Anthem constructs products based upon the “broad spreading of risk” and a “known set of conditions,” he writes.

“Today,” Golden adds, “planning and pricing for ACA-compliant health plans has become increasingly difficult due to a shrinking and deteriorating individual market,” along with the uncertainty and changeability of federal rules.

That thinking was the basis of Anthem’s decision to announce its departure from Richmond along with more than 60 smaller cities and counties. The uproar was intense.

Price says she recalls former Gov. Terry McAuliffe’s angry, behind-the-scenes reaction when it became plain that Anthem’s plans meant that more than 60 rural counties and cities could be left with no ACA insurer.

Democratic U.S. Sen. Tim Kaine said “he would not tolerate” such a situation. Anthem soon announced that it was returning to more than 60 markets but not Richmond.

Golden writes to Style that “we remain committed to ensuring that all Virginians have an option for health insurance available to them.”

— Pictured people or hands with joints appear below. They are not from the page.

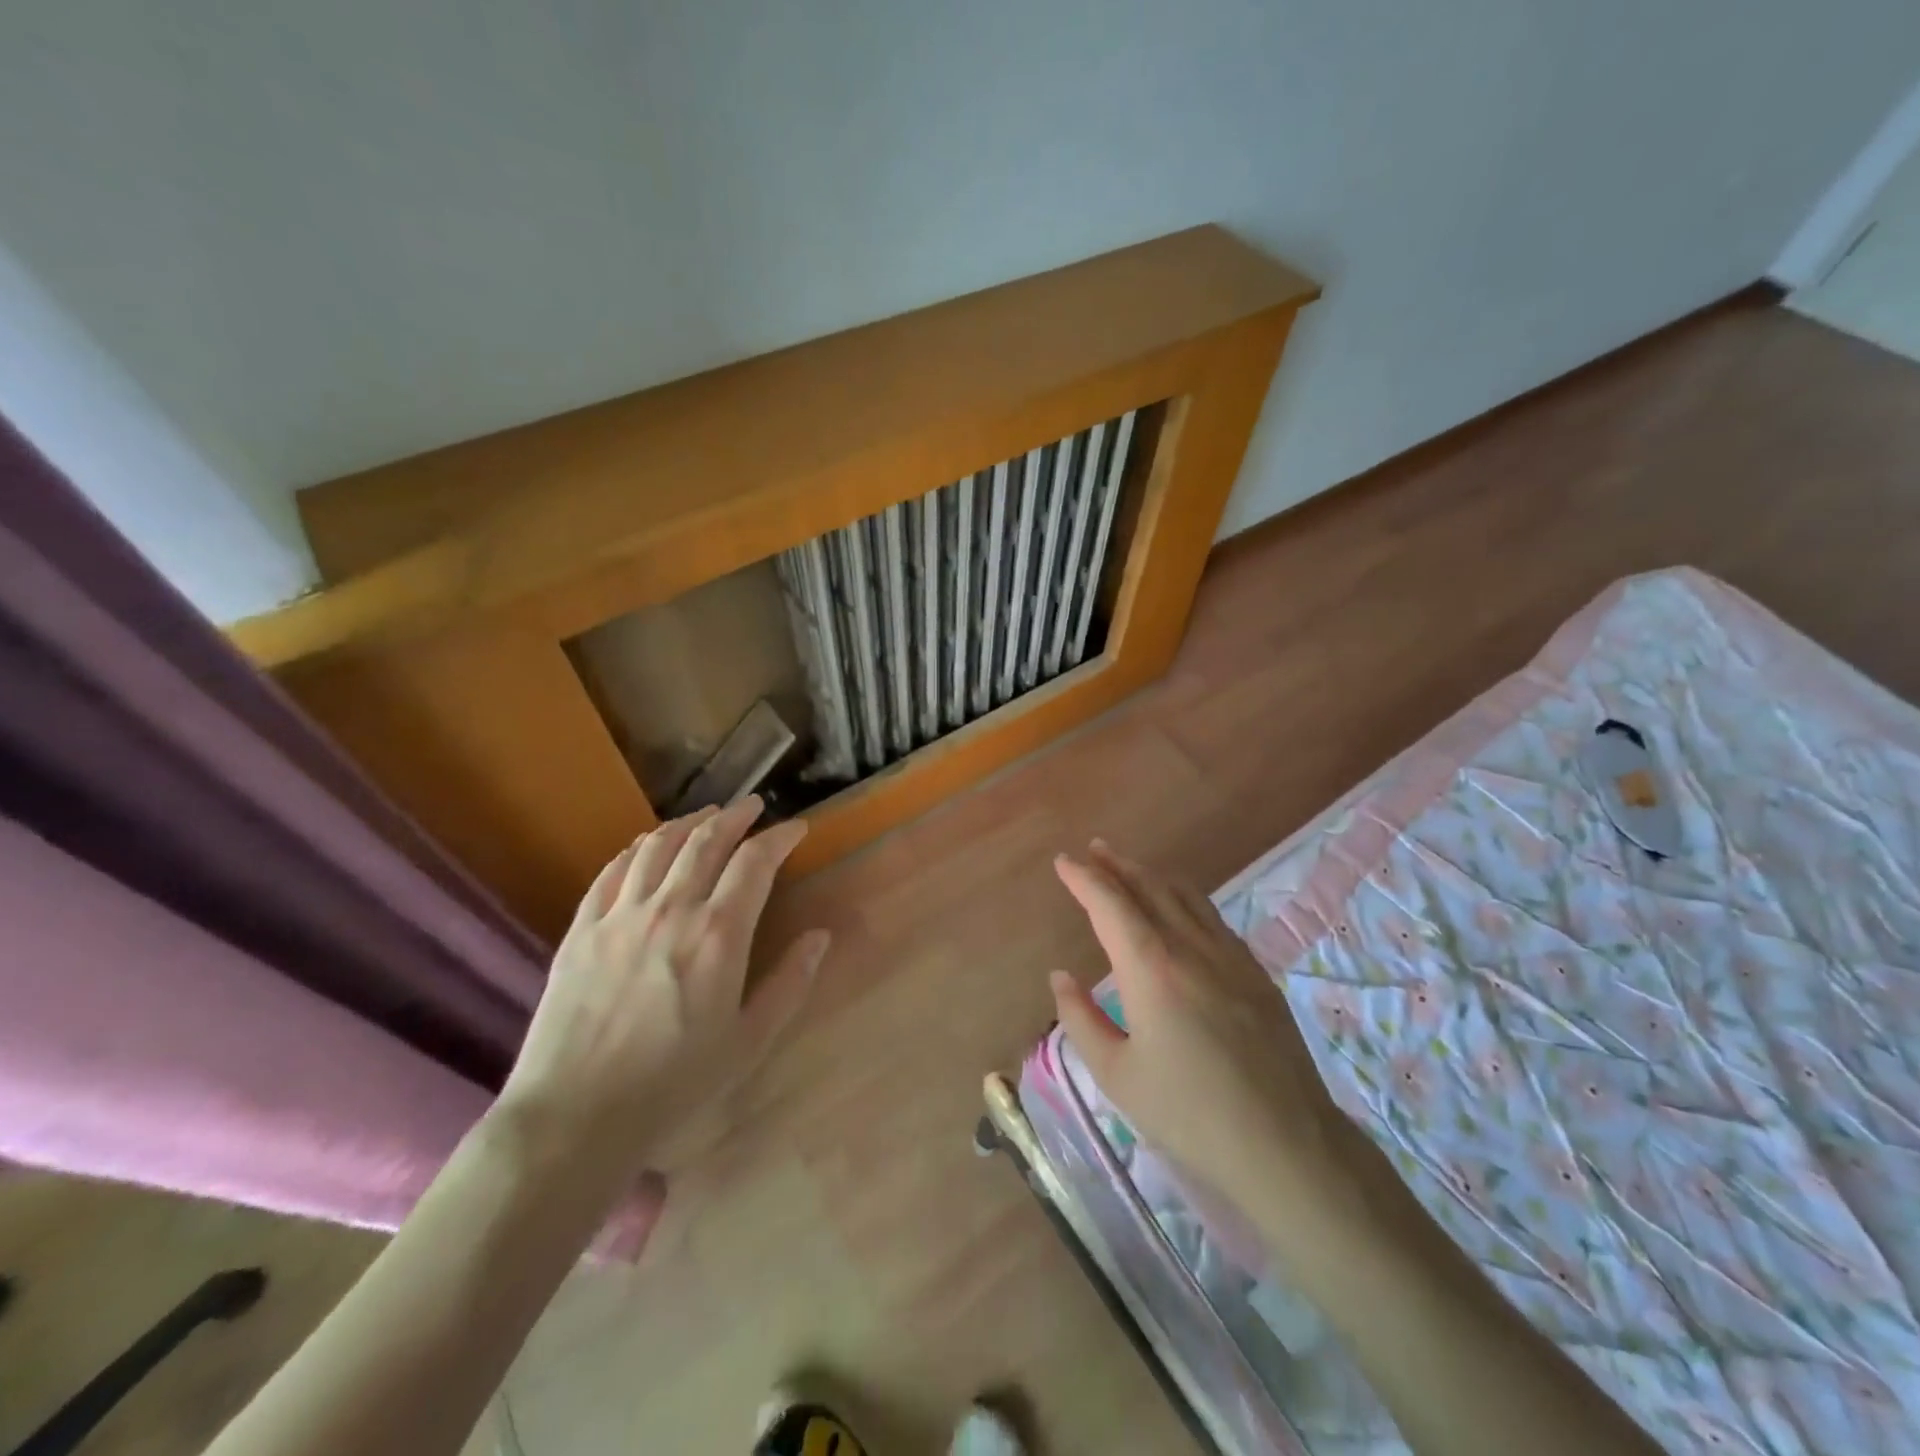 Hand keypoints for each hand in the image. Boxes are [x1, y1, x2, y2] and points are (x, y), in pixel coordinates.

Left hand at [497, 796, 829, 1181]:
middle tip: (753, 807)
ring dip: (687, 823)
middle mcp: (671, 909)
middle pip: (706, 841)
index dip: (780, 837)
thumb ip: (790, 983)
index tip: (796, 829)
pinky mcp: (581, 929)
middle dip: (736, 816)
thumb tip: (819, 936)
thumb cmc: (674, 1084)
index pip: (755, 862)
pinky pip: (612, 871)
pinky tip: (645, 845)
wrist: (575, 1117)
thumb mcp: (749, 1041)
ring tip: (705, 816)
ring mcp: (620, 915)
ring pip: (658, 846)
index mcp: (718, 934)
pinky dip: (636, 849)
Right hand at [1049, 841, 1350, 1221]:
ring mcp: (1229, 956)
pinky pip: (1213, 918)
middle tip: (1094, 850)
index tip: (1064, 861)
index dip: (1083, 878)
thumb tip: (1061, 976)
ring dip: (1152, 875)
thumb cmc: (1189, 1114)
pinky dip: (1185, 899)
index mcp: (1150, 968)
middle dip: (1117, 865)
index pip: (1110, 904)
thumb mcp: (1117, 1075)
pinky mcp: (1256, 972)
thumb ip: (1081, 1019)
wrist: (1285, 1144)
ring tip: (1130, 867)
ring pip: (1185, 896)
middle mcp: (1190, 947)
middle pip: (1149, 888)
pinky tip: (1181, 908) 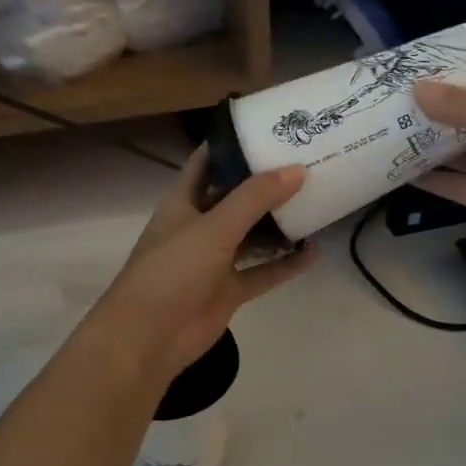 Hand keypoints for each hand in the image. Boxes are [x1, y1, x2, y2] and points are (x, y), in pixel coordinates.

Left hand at [91, 149, 315, 382]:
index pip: (207, 162)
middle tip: (306, 162)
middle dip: (266, 183)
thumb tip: (298, 169)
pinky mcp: (229, 290)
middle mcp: (199, 226)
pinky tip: (314, 252)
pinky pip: (263, 272)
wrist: (148, 338)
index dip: (233, 144)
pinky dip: (286, 264)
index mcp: (183, 202)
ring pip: (253, 235)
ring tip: (316, 202)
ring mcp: (215, 261)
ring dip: (279, 223)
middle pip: (236, 197)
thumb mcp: (213, 227)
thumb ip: (255, 198)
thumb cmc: (171, 271)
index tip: (269, 127) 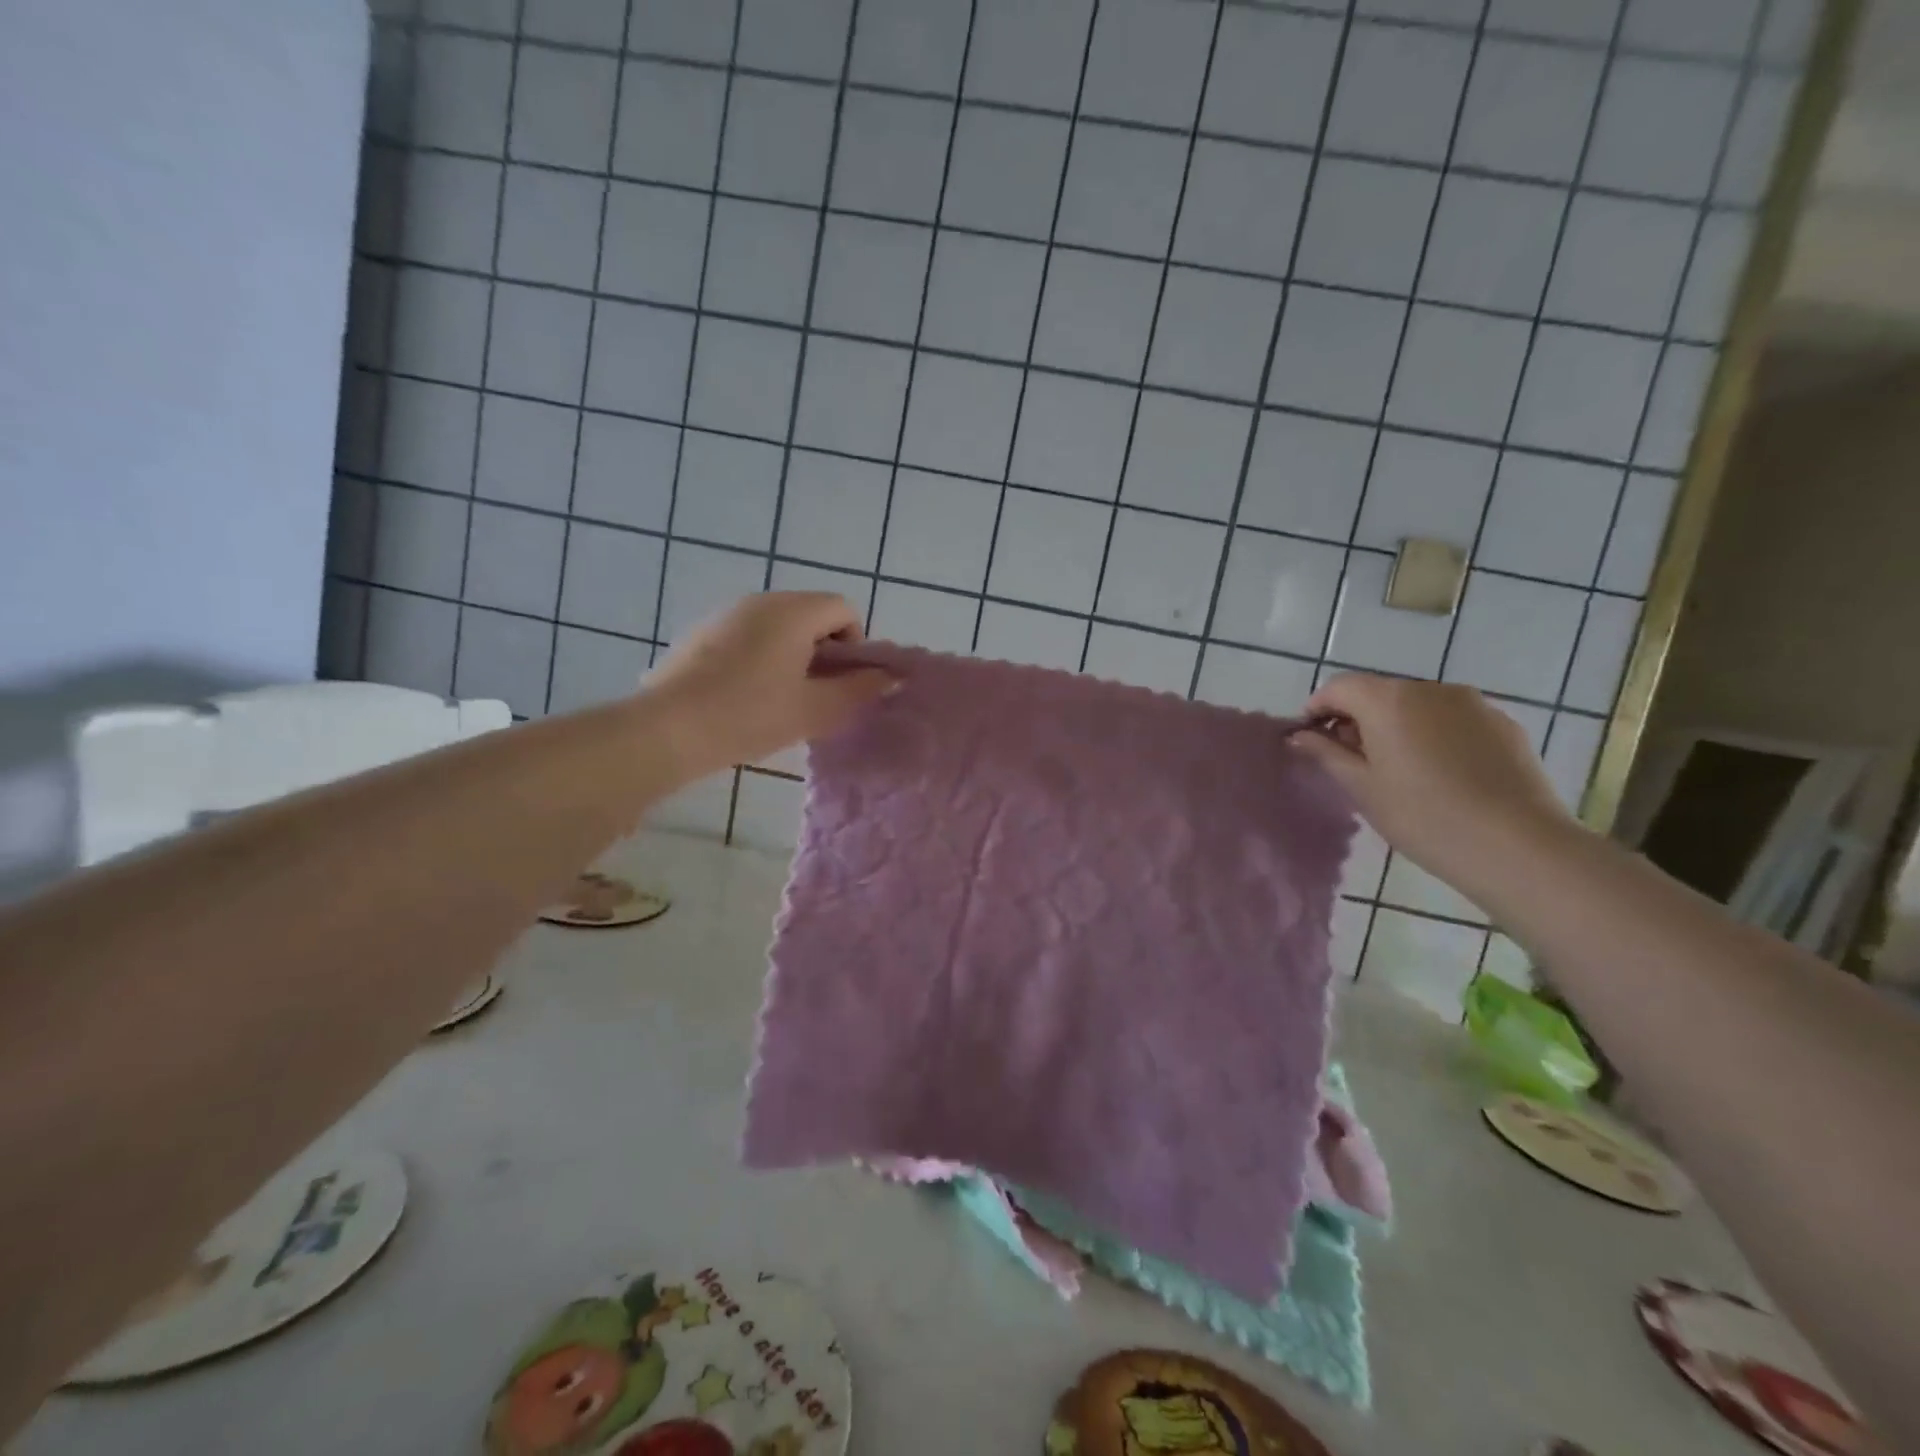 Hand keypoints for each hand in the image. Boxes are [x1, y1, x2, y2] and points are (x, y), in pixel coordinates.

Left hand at [645, 593, 894, 776]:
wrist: (669, 729)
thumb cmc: (751, 715)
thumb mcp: (815, 709)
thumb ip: (858, 690)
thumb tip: (889, 677)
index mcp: (793, 611)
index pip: (844, 608)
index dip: (855, 644)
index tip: (841, 682)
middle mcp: (760, 600)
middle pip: (811, 613)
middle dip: (824, 650)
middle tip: (816, 694)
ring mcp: (725, 613)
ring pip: (777, 625)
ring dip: (793, 654)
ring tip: (781, 697)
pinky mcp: (700, 633)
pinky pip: (747, 634)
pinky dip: (761, 655)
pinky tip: (745, 695)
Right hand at [1292, 673, 1579, 891]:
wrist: (1517, 846)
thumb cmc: (1422, 816)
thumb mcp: (1361, 788)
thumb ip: (1326, 754)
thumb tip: (1299, 736)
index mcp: (1388, 700)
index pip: (1338, 687)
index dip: (1317, 709)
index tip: (1310, 739)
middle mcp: (1430, 689)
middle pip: (1379, 693)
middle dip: (1358, 719)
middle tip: (1351, 761)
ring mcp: (1473, 704)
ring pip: (1418, 706)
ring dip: (1397, 726)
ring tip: (1399, 770)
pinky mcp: (1504, 724)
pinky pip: (1453, 720)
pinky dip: (1434, 735)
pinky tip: (1441, 775) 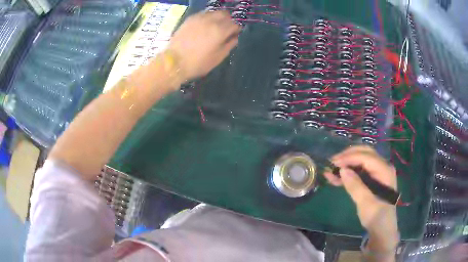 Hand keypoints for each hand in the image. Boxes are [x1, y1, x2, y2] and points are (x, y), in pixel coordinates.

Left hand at [168, 10, 240, 80]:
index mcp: (220, 31)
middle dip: (227, 21)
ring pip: (214, 12)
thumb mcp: (218, 58)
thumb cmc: (198, 63)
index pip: (234, 24)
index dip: (236, 30)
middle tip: (225, 29)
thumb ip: (229, 45)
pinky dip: (207, 18)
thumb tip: (234, 37)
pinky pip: (203, 14)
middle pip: (225, 14)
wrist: (174, 62)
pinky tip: (204, 26)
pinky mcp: (190, 19)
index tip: (233, 35)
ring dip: (217, 18)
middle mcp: (211, 20)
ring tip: (214, 27)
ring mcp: (199, 18)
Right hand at [324, 146, 398, 248]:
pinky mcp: (372, 179)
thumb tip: (342, 170)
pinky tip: (336, 178)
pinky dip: (348, 173)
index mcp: (384, 170)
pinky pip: (359, 171)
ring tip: (331, 170)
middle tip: (332, 162)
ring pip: (361, 160)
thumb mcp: (366, 203)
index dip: (349, 157)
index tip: (333, 163)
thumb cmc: (376, 216)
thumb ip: (355, 186)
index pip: (366, 157)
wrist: (382, 229)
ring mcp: (377, 172)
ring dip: (347, 163)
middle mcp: (382, 167)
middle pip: (364, 153)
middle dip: (348, 155) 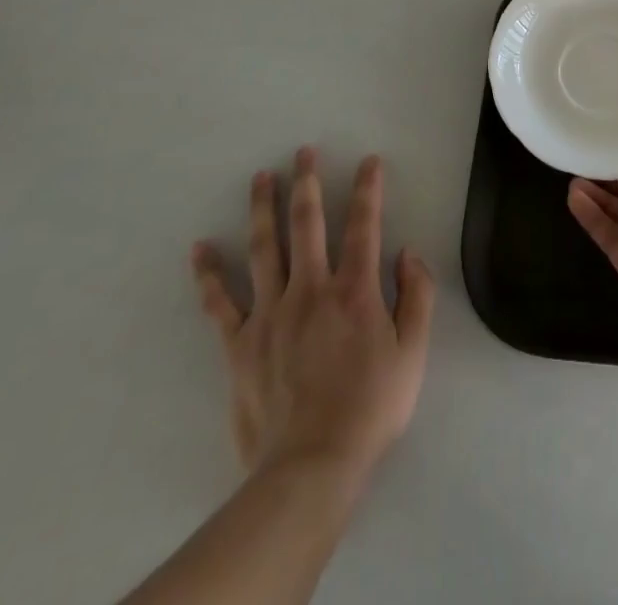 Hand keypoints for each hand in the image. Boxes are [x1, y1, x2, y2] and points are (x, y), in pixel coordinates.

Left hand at [191, 147, 435, 480]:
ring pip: (264, 249)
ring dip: (262, 208)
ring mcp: (270, 314)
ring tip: (261, 177)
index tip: (369, 160)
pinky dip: (208, 275)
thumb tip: (408, 253)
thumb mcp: (414, 353)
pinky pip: (220, 303)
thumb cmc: (370, 407)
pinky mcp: (240, 344)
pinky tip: (200, 248)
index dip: (368, 189)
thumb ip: (417, 296)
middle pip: (307, 224)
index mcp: (354, 290)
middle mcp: (311, 289)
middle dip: (307, 183)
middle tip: (304, 151)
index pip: (364, 225)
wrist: (312, 466) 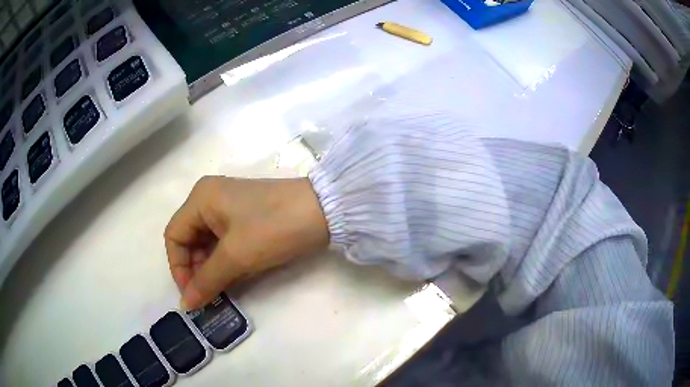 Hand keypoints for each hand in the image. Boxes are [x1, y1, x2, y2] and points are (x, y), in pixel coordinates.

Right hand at [164, 176, 328, 309]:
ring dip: (210, 268)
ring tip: (220, 290)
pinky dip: (225, 261)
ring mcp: (229, 207)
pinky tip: (232, 278)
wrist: (324, 211)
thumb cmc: (273, 228)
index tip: (192, 294)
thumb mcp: (235, 256)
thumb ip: (207, 281)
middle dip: (195, 269)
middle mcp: (210, 198)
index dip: (178, 267)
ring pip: (207, 243)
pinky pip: (225, 242)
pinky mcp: (246, 217)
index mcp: (200, 198)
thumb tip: (185, 305)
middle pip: (189, 239)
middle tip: (208, 295)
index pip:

He also notes: “The ACA Marketplace is a small percentage of our business in the Richmond market and across the state. The majority of our business is group health insurance, which is offered by employers to their employees.”

Anthem’s decision to pull out from Virginia, at least at first, was catnip for state Republican legislators.

Former Speaker of the House William J. Howell, R-Stafford, and Senate Majority Leader Thomas K. Norment Jr., R-James City, have applauded Anthem’s decision as clear evidence that the ACA had failed and should be repealed.

“Obamacare is hurting more people than it is helping, forcing Americans to buy insurance that they don’t like, they don’t need and can’t afford,” Howell said in a statement Aug. 11.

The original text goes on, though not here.